May 07 2007
Independent booksellers have long
argued that shopping at locally owned stores is
important to support the economic health of a region;
now a report supports thus belief. "The San Francisco
Retail Diversity Study," released last week, showed that
independent bookstores contributed $54 million back into
the San Francisco area, while chain stores and Internet
booksellers contributed back $8 million a year.
The two-year study was commissioned by the San Francisco Locally Owned Merchants Alliance with support from the Northern California Independent Booksellers Association and the American Booksellers Association.
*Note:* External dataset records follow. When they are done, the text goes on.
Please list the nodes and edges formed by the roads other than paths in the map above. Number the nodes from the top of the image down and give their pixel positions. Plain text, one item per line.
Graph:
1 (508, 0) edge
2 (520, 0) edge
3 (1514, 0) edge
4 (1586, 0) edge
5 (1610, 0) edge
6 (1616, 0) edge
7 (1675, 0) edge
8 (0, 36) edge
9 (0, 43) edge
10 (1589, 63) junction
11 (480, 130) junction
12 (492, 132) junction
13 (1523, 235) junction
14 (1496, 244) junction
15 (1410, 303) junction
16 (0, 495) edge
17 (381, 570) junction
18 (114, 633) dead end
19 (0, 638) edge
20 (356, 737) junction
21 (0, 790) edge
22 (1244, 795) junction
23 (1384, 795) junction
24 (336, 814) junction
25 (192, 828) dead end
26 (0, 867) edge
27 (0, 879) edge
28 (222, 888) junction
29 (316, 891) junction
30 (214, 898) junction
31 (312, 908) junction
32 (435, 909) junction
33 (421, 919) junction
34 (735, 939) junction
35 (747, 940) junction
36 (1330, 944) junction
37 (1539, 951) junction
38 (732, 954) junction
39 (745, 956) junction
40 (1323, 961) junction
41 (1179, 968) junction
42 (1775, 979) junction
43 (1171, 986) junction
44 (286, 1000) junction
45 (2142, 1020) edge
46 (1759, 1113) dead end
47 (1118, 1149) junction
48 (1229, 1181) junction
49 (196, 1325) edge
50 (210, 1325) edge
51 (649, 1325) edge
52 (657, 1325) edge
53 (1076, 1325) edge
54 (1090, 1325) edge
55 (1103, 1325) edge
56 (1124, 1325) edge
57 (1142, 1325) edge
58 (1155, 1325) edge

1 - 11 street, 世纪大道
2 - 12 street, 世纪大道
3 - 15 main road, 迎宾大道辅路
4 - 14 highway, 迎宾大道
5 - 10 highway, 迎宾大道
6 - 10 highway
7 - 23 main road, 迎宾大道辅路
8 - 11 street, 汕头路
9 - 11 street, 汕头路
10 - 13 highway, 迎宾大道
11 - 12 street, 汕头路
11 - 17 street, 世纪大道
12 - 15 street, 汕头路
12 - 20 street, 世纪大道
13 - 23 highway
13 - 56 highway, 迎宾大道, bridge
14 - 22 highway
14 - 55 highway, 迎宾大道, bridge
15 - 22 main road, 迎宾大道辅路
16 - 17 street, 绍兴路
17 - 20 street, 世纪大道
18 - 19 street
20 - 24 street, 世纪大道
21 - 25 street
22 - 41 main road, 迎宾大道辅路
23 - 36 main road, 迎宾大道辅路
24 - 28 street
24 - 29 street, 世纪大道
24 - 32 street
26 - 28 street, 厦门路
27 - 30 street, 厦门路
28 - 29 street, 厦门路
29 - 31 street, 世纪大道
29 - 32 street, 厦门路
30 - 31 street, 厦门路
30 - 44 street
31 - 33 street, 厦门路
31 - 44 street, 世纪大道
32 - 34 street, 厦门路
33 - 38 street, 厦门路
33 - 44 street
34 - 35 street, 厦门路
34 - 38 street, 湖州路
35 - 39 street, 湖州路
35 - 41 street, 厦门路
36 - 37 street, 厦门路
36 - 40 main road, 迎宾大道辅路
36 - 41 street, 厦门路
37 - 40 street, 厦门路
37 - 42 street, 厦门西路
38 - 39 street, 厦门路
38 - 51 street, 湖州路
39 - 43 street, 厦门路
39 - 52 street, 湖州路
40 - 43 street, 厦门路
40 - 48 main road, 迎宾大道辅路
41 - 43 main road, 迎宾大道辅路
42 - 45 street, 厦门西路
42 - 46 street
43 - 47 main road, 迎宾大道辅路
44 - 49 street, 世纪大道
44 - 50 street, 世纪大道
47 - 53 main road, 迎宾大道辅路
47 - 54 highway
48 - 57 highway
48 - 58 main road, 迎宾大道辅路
The survey found that independent bookstores had 55% share of the book market in San Francisco, much higher than the national average of ~10%. One of the most interesting findings was the impact of consumers shifting just 10% of their spending to the local community. According to the study, if consumers in the San Francisco area redirected their spending on books by 10% from chain and Internet book retailers to locally owned bookstores, the increased economic output in the form of such things as taxes and wages would be more than $3.7 million annually, and 25 new bookselling jobs would be produced. Similar effects were seen in other retail areas including toys, sporting goods and dining.
Neal Sofman, one of the former owners of A Clean Well-Lighted Place for Books and current owner of the Bookshop West Portal, said it all comes down to self-interest. "When you tell people that if you don't shop local first, then [you] are ruining [your] tax base, they get that," said Sofman.